The Appellate Collector incorrectly assumed that the Assistant Collector had rejected the appellants' claim as "time-barred under Rule 11, as the claim was lodged for the first time after the expiry of six months from the date on which the duty was exempted". On that assumption, the Appellate Collector held the Assistant Collector's order as correct and rejected the appellants' appeal.
3. Before us, the Department's Representative reiterated the grounds taken by the Asstt. Collector and the Appellate Collector. The appellants were not present personally during the hearing. However, they sent their submissions in writing and requested the Bench to decide the matter on the basis of their written arguments.
4. We have carefully considered the matter. At the outset, we observe that the Appellate Collector's finding that the appellants' claim was time- barred under Rule 11 was incorrect on facts.
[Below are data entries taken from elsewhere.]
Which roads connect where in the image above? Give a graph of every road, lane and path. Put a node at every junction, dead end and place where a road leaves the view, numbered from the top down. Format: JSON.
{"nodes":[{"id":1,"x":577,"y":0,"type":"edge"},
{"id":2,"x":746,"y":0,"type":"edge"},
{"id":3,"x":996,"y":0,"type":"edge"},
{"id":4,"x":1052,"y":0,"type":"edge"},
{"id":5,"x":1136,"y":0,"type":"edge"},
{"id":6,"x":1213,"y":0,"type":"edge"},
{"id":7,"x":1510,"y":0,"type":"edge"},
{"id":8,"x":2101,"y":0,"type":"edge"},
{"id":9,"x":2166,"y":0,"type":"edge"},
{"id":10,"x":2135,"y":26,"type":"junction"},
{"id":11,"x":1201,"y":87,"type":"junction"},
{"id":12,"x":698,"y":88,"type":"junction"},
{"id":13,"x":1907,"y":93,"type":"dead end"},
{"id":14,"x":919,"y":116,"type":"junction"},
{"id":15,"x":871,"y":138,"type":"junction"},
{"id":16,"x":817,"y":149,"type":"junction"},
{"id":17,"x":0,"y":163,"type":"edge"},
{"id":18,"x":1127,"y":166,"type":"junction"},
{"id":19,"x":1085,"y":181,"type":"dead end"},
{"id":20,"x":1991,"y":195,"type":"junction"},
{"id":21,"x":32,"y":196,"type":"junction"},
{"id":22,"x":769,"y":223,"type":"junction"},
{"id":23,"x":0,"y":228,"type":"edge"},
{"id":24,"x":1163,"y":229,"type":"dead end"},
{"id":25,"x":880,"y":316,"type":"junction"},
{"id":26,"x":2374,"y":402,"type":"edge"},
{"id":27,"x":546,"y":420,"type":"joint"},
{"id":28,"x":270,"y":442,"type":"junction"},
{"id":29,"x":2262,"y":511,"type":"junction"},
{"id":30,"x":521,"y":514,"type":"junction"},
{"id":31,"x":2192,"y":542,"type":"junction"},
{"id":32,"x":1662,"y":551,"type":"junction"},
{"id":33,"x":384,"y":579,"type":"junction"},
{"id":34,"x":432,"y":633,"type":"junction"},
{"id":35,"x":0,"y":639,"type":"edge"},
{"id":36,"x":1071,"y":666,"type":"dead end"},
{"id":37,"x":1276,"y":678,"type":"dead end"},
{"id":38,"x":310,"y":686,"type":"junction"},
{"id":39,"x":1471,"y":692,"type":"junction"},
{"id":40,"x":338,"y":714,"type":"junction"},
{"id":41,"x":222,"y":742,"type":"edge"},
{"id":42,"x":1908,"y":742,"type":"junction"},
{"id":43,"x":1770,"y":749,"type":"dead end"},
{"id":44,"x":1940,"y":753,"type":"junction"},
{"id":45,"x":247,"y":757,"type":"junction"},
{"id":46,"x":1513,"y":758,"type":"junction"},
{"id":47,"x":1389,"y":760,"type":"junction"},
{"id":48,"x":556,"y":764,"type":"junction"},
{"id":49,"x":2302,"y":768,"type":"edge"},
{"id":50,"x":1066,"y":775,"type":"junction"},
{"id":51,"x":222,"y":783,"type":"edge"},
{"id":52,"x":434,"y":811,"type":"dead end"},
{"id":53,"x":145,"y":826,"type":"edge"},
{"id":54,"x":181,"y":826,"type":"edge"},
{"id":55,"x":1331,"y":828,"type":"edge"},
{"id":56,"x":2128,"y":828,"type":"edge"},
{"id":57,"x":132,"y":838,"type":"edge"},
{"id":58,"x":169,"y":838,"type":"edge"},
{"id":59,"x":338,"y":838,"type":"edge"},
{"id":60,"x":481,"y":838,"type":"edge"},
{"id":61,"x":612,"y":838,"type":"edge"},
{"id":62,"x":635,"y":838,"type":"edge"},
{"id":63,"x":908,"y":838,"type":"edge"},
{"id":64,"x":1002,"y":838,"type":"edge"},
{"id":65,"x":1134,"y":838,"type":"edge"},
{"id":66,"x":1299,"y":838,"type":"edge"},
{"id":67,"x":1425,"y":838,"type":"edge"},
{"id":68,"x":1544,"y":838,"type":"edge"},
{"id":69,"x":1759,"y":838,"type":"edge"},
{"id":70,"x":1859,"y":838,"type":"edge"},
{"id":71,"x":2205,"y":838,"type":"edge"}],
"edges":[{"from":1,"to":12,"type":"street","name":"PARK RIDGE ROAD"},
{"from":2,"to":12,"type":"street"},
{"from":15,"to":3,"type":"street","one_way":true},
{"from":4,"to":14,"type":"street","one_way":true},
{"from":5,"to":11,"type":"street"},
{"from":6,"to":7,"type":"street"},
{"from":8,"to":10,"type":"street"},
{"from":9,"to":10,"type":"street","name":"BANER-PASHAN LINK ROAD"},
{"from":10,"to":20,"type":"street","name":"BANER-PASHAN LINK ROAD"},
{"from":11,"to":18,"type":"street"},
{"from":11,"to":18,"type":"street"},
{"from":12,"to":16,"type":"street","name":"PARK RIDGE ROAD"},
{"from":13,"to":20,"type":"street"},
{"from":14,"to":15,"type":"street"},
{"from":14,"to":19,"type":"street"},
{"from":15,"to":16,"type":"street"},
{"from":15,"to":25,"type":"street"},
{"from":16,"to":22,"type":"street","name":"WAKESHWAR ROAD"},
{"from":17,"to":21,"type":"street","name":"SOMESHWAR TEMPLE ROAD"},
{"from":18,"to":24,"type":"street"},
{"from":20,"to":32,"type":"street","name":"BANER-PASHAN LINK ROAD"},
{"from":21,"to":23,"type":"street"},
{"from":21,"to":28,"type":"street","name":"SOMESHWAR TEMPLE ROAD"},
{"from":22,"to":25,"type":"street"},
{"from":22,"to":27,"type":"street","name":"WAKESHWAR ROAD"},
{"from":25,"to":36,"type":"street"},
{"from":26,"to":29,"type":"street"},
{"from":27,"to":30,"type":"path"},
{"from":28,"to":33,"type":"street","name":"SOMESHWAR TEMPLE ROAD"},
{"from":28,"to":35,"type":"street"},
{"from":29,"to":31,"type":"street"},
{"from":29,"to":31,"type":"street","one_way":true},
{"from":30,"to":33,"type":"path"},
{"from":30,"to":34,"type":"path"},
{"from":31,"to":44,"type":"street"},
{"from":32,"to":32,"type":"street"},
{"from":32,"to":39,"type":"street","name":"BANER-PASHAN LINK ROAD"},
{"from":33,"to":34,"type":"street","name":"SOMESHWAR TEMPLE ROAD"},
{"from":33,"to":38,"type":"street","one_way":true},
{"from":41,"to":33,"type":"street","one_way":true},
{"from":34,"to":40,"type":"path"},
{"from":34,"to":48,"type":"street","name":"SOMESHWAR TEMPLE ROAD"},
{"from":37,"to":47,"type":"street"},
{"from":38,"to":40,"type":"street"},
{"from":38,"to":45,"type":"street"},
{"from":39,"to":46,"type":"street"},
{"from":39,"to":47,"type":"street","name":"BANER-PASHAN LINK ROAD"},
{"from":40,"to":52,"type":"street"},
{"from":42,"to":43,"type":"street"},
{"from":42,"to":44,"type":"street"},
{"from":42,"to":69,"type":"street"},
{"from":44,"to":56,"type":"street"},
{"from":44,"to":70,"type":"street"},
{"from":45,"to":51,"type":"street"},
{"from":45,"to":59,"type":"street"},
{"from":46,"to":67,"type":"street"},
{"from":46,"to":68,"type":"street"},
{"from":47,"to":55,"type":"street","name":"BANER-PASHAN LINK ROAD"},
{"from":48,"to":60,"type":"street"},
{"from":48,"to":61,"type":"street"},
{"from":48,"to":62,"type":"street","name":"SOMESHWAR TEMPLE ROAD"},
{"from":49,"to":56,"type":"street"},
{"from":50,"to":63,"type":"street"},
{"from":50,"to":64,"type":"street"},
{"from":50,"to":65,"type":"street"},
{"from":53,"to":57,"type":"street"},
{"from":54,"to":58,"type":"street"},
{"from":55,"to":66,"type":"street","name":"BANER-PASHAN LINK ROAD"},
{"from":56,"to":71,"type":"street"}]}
The appellants presented their refund claim on 19-11-1977, as seen from the opening sentence of the Assistant Collector's order. The claim was thus within six months from the date of duty exemption (18-6-1977). That apart, it is our considered view that the limitation of Rule 11 did not apply to the facts of the present case. This rule related to refunds of duty paid. In the case before us, when the duty itself was withdrawn by the Government, the advance payment already made by the appellants, in so far as it related to the period subsequent to the withdrawal of duty, could not be treated as duty; it was only a deposit held with the Government and it ought to have been refunded as such. We find no force in the two grounds on whieh the Asstt. Collector rejected the appellants' claim. Refund of monies held as deposit with the Government did not require the authority of a specific rule in the Central Excise Rules, 1944. Secondly, the saving clause in Notification No. 146/77-C.E., dated 18-6-1977 applied to past acts ; it did not affect the appellants' right of refund which accrued on 18-6-1977 itself (i.e., the date of deletion of Rules 961-96 MMMMM. Sanctioning such a refund could not amount to reopening of any past cases. No authority in law has been brought to our notice whereby the Department could appropriate the money deposited in advance for the period for which the duty liability itself was subsequently withdrawn.
Accordingly, we allow the appeal with consequential relief to the appellants.